Minuit, l’heure du crime
Habitué à mettre en lumière des personnages rongés par le trauma d’événements qui les dépassent -le drame du Heysel (Dans la foule, 2006) ou le 11 septembre 2001 (Autour du monde, 2014)-, Laurent Mauvignier installe cette fois son stéthoscope sur la poitrine d’un échantillon d’une classe moyenne à bout de souffle. Sans que ce soit mentionné explicitement, on est ici sur les terres des Gilets jaunes et plus largement des proscrits de la mondialisation. Le romancier insiste d’ailleurs à plusieurs reprises sur ce décor dont la topographie elle-même, au bout d’un chemin cahoteux, trahit le déclassement.
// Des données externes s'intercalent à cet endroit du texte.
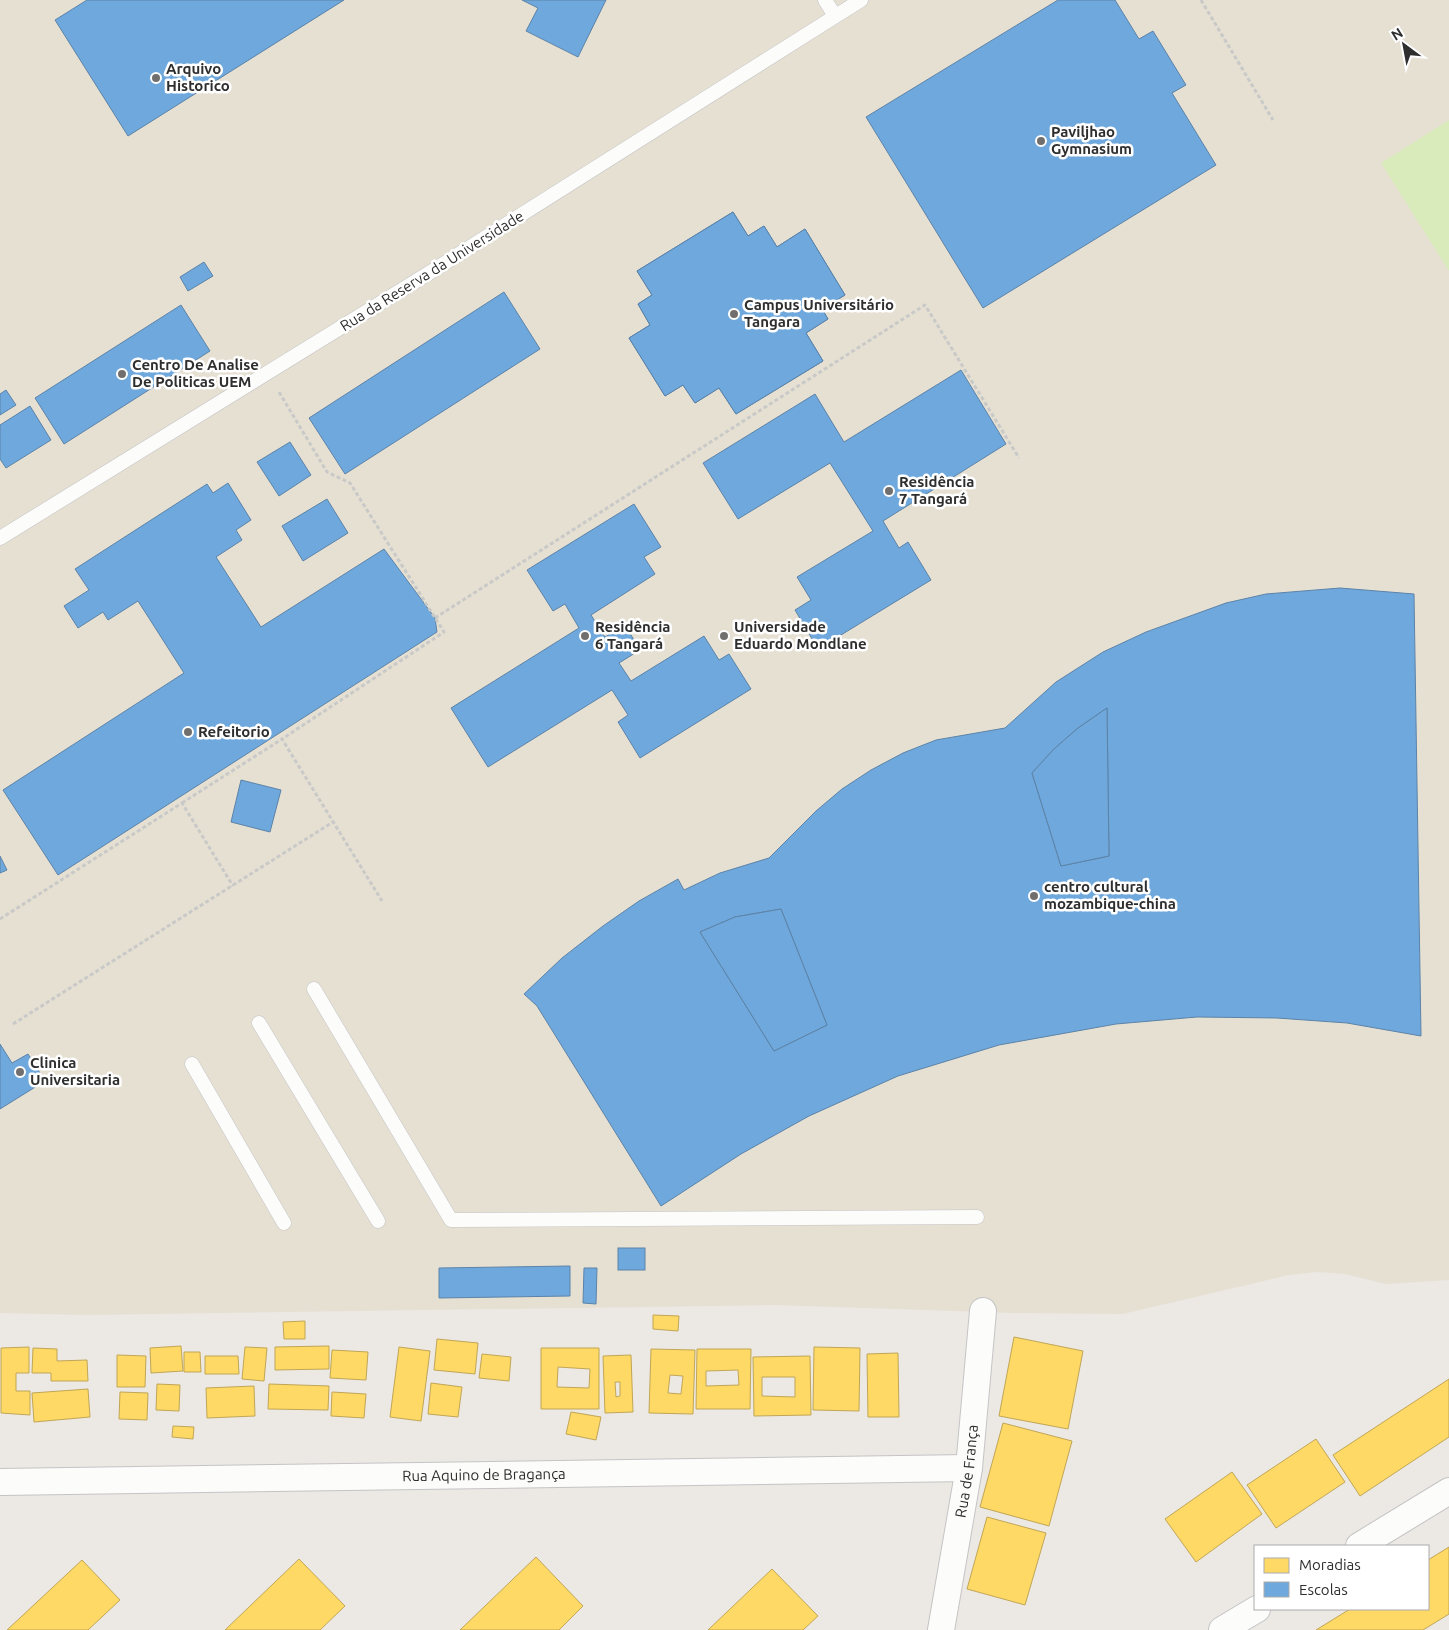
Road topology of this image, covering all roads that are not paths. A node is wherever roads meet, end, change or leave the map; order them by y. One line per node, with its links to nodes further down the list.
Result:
1 (825, 0): 3 (lane)
2 (862, 0): 3 (lane, Rua da Reserva da Universidade)
3 (835, 16): 4 (lane, Rua da Reserva da Universidade)
4 (0, 538)
5 (314, 989): 8 (lane)
6 (259, 1023): 9 (lane)
7 (192, 1064): 10 (lane)
8 (977, 1217)
9 (378, 1221)
10 (284, 1223)
11 (983, 1311): 12 (street, Rua de França)
12 (969, 1468): 13 (street, Rua Aquino de Bragança); 17 (street, Rua de França)
13 (0, 1482)
14 (1449, 1491): 15 (street)
15 (1361, 1545)
16 (1254, 1610): 18 (street)
17 (941, 1630)
18 (1222, 1630)

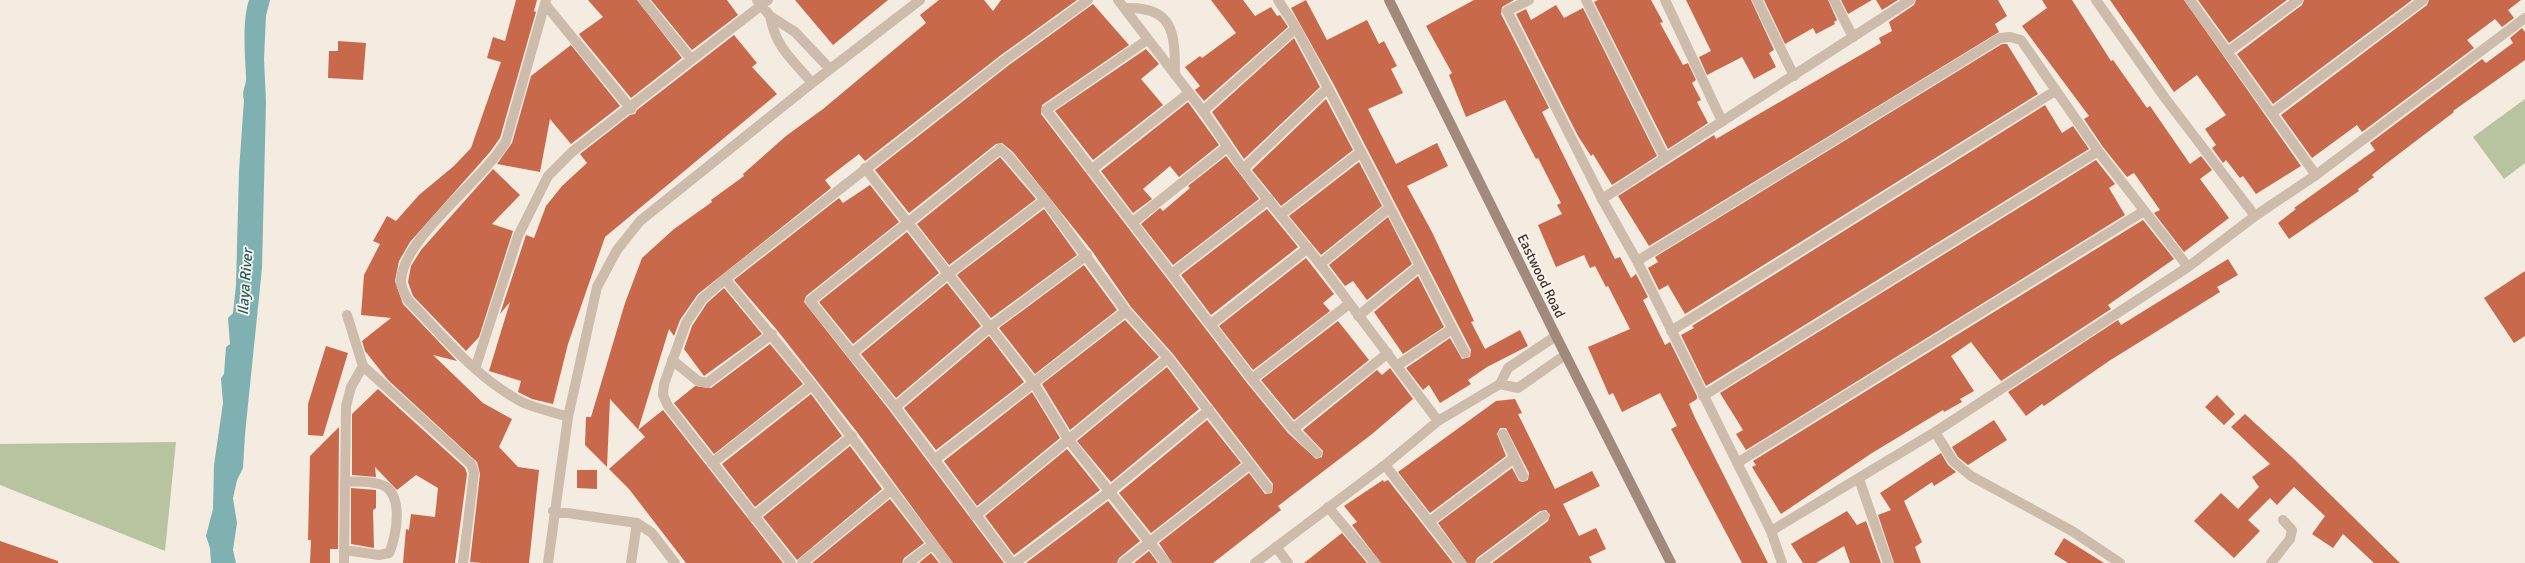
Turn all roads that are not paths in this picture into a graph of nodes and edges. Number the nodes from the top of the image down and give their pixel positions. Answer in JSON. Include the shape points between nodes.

Une menace lancinante plane sur le hameau et ses habitants, dont les personnalités se révèlent au détour de phrases sinueuses emboîtant dans le même souffle espoirs plus ou moins déçus, gestes quotidiens, flash-back éclairant les faux-semblants et longs monologues intérieurs. Un dispositif narratif en forme de toile d’araignée qui étire le temps, le dilate, révélant comme au ralenti les méandres complexes de la nature humaine. Derrière le Bergogne bourru et volcanique, on découvre ainsi un homme pris à la gorge par les problèmes financiers et plus encore par l’amour à sens unique pour une femme qui reste une énigme après dix ans de vie commune. Cette galerie suffirait à nourrir un roman social juste et fort en prise avec l’époque. Mais l’auteur de Continuer ne s’arrête pas là. Alors qu’on l’avait presque oubliée, la petite musique anxiogène entendue au début dans le sillage de ces lettres de menace anonymes adressées à Christine, resurgit brutalement à l’avant-plan quand déboulent du passé d’un des protagonistes trois hommes venus solder de vieux comptes. Le récit bascule alors dans le thriller et le conte horrifique, le regard d’Ida jouant un rôle essentiel dans le décodage des événements. Une nuit d’épouvante inoubliable mais surtout un état des lieux choc de la France périurbaine. Magistral.
Histoires de la nuit
De Laurent Mauvignier, éditions de Minuit, 640 pages.